Learning Dual Art Forms Paves Success For Sindhuja

Kuchipudi dancer Sindhuja started training in dance and music simultaneously as soon as she crossed seven. Speaking exclusively to Natyahasini, Sindhuja says: “With a few gaps, both forms went pretty much hand-in-hand. However, my dance performances started much quicker. While I used to sing occasionally, kacheris came in much later in my career. I never thought about why I was learning either. They are just an integral part of life.” 

Taking a trip down memory lane on her music classes, the Kuchipudi dancer and musician says that she commenced her initial Carnatic music lessons from Smt. Padmaja Garu. “I was a seven-year-old going along with my friends in the colony but the only one who ended up pursuing it seriously. I learnt for a couple of years from her until a few varnams and kritis too. Then I trained from D. Sampath Kumaracharya (younger sibling of the Hyderabad brothers). He was a firm teacher but also indulged me a lot, as they were also family friends! It was with him that I realized there is more to music than just memorizing and singing correctly. The theory was part of the class routine,” she says.

Great Gurus: Sindhuja states that after Guru Sampath moved abroad, she came under the tutelage of Smt. C. V. Subbalakshmi Bhaskar. “It was with Aunty that I understood how vast music is. She is extremely affectionate but a taskmaster. Probing into swaras, ragas, and most importantly the ability to listen to music came because of her. To sum it up, whatever little I sing is thanks to her,” the dancer musician says. She quickly adds that she also had training in light music from R. Viswanath for a brief period. “This taught me to ‘feel’ the words and intonate and modulate my voice,” she says.

On performing as a Carnatic Musician, the dancer singer says: “I performed for a brief period -majorly Carnatic, occasionally light music and movie songs too. Performing is always a challenge, a sweet one at that. Your interactions with fellow musicians- instrumentalists and with your inner self matter. And sometimes it is a surprise as to how the concert/song goes, no matter how much I prepare.”

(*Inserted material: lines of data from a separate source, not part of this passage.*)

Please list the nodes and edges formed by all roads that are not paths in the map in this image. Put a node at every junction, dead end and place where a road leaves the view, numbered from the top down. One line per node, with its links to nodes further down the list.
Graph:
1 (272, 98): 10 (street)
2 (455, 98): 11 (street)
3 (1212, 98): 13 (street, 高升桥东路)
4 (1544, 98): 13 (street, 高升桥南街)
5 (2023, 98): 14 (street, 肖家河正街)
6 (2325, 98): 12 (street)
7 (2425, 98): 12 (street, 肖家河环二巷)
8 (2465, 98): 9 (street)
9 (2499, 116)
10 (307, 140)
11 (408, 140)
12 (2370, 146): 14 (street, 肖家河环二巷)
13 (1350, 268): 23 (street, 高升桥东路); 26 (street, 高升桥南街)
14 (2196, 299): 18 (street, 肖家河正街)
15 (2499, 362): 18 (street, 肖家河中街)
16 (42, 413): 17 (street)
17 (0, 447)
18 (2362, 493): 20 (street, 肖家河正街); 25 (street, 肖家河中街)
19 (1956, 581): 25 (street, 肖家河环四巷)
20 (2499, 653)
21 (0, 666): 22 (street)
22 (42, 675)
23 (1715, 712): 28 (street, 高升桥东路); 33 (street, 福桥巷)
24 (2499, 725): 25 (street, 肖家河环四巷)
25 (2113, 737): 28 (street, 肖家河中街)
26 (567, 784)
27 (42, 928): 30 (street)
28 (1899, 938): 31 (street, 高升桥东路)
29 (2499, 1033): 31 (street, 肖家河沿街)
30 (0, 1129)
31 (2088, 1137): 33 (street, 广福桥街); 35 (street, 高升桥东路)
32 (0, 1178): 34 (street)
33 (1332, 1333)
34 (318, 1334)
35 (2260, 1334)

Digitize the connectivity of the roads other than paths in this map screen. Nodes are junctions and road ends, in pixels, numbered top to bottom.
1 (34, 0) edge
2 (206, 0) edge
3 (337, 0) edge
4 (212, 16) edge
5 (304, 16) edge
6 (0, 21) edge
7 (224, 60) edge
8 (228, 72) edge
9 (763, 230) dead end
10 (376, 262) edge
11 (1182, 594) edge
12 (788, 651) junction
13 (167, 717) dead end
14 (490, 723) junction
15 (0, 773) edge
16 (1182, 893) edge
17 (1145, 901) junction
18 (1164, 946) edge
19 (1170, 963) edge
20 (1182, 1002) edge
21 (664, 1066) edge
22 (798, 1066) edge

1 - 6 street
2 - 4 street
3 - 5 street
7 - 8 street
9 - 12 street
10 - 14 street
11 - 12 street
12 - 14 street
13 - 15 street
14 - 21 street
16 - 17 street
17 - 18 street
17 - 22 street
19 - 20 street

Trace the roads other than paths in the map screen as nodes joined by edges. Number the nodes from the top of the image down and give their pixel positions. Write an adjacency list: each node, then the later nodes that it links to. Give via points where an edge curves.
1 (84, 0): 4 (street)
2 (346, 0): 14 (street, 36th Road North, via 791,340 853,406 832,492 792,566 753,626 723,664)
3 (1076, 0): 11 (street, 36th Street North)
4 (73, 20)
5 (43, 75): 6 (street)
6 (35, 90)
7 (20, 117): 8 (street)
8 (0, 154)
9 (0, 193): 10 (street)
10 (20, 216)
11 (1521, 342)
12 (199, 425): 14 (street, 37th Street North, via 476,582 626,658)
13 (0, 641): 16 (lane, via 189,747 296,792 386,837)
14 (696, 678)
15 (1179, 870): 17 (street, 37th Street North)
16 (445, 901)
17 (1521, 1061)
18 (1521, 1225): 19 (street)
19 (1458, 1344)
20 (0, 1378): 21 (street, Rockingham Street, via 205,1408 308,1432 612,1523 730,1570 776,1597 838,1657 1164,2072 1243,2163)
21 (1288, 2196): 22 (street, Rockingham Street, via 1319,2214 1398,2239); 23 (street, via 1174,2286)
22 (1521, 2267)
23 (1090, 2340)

Unique Experience: When questioned whether she likes performing as a singer or as a dancer, Sindhuja admits that it is a tough question. “Unfortunately, I had to take a break from singing due to health issues before I could explore and enjoy myself as a performer (in the katcheri format). I have always been a dance performer; perhaps that comes more naturally to me. There was a time when I sang a composition while dancing on stage, that was a unique experience and something I cherish. Just to add, though it may sound poetical, the best feeling is when I simply sing for myself when I feel like it, when it rains… when I am happy or low…,” she says with grace.

Dancers Must Learn Music: Whether every dancer should learn music, the dancer singer says, the dancers must learn at least the basics. “To begin with, it will give them a better understanding of the music – the rhythmic patterns, the speeds, the nuances, the lyric, amongst many others. Those are the things that would make a difference in dance. The music flows through the body! Once they reach the professional level, music knowledge helps in all aspects of choreography, communicating with the musicians in the orchestra, and ultimately being in command of the dance. In fact, I teach all of this and more on Kuchipudi music to masters’ students at my workplace, University of Silicon Andhra. That gives a picture of how crucial music is for dance,” she states.

Sindhuja also mentions that apart from performing and singing, she also accompanies other artists on nattuvangam and sometimes on vocals. “This has certainly given me an edge, and I attribute it to my music training. Additionally, I also compose music for small songs/padyams and sing them as well. These compositions have been performed by myself and students as well. This gives me a sort of independence as an artist,” she admits.

Eight Students: The dancer – musician has eight students training in music under her and she takes students to exams conducted by various universities. “All are taught fundamental theoretical aspects as part of the regular class and those appearing for exams are coached further, Also, they are constantly encouraged to participate in competitions and events to hone their skills and listen to others,” she says.

The Kuchipudi exponent says she can’t see how dance and music are different. “Everything I do today or who I am now is because of my grounding in these dual forms. I recently started performing as a musician again, albeit taking one/two compositions at a time. Expecting to go full-fledged soon,” she says before signing off.